The world speaks roughly around 6,500 languages compared to technology apps that speak only a few, causing great inconvenience in communication between user and product. The Big Tech recognizes ‘speech recognition’ as an essential function. They are trying their best to tutor their machines to speak and recognize languages to better their business impact. Alexa, Siri, Google Assistant are some of the guys in the field of innovation.
Expansion of the Machine Learning Language
Now, since technology is available only to a small fraction of the thousands of languages spoken globally, it is an untapped potential expansion for Facebook and other social media giants. To solve this pressing problem, Facebook got its AI team to develop wav2vec Unsupervised (wav2vec-U). Through this technology, Facebook engineers can build speech recognition systems that can interact with users of any language.
Unsupervised ASR Market Size & Players
The speech and voice recognition market is expected to reach USD 21.5 billion by 2024 from USD 7.5 billion in 2018, at a CAGR of 19.18%. There are already plenty of AI speech transcription platforms on the market. There’s Braina, Windows Speech Recognition, CMU Sphinx, and the Dragon Speech Recognition, to name a few. Contrary to the general process that involves feeding high-quality systems with large amounts of transcribed speech audio, Facebook’s unsupervised AI model is a charm. It helps users of the lesser-known ethnolinguistic groups from enjoying social technologies in their businesses.

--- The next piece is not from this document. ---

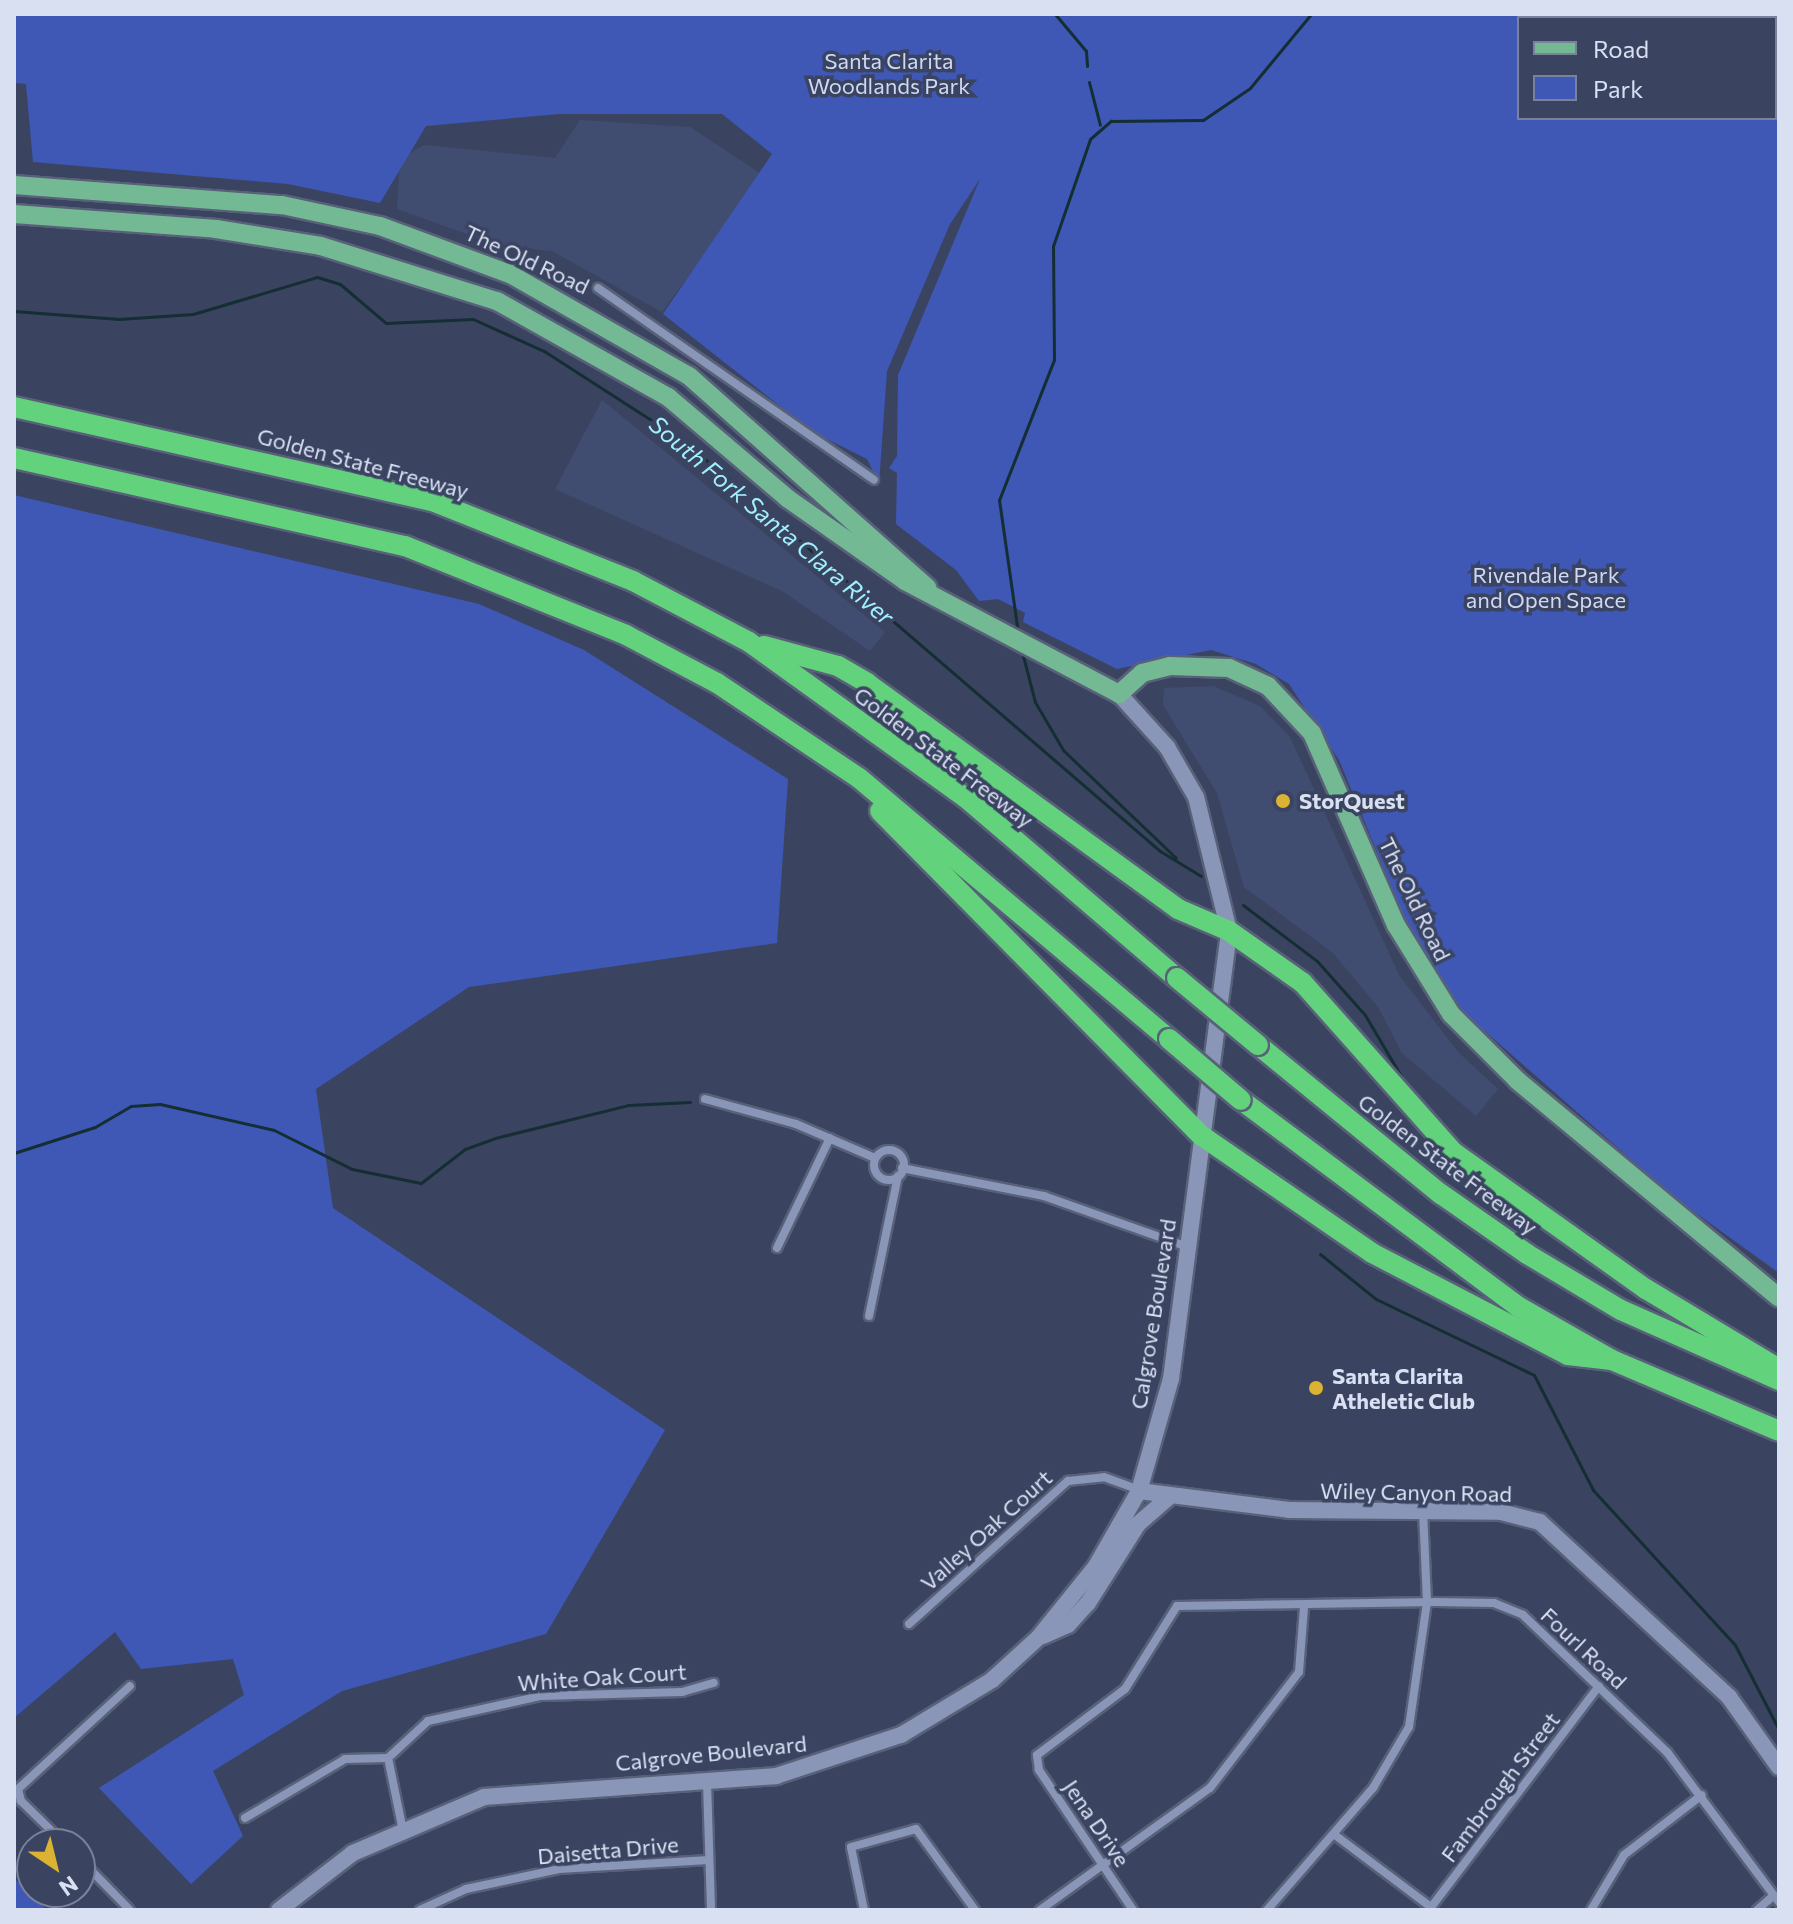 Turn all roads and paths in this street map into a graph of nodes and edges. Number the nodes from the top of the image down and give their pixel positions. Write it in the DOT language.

Facebook’s Unsupervised Wav2vec-U on Language Maturity
Facebook’s unsupervised ML model, wav2vec-U, is an innovation of high merit. It can competently build speech recognition systems without any transcribed speech audio. Facebook considers this a higher version of the best-supervised models trained on nearly 1,000 hours of transcribed speech. The engineers at Facebook tested wav2vec-U with lesser languages such as Swahili, Tatar, Kyrgyz, and other languages that didn’t have high-quality speech recognition models for lack of adequate feed. Wav2vec-U is a case of self-supervised learning, of unsupervised machine translation for the state-of-the-art speech recognition binding communities through improved communication.
Today, Wav2vec-U self learns from recorded speech audio and unpaired text without any transcriptions. The infrastructure of Facebook’s Wav2vec-U is a novel one compared to the previous Automatic Speech Recording (ASR) systems. It starts with learning the structure of speech from unlabeled audio. Later, using wav2vec 2.0 and a simple k-means clustering method, the voice recording is segmented into speech units that loosely correspond to individual sounds.
The Skeleton of the Unsupervised Wav2vec-U
Scientists at Facebook developed the language model to recognize words in a recording from a generative adversarial network (GAN) comprising a generator and a discriminator. Here, the generator takes audio segments to predict a phoneme (i.e., unit of sound) corresponding to a sound in language. This is achieved by fooling the discriminator that evaluates if the predicted sequences sound realistic. In most cases, the generator and the discriminator have poor output but substantially improves to the desired level with time.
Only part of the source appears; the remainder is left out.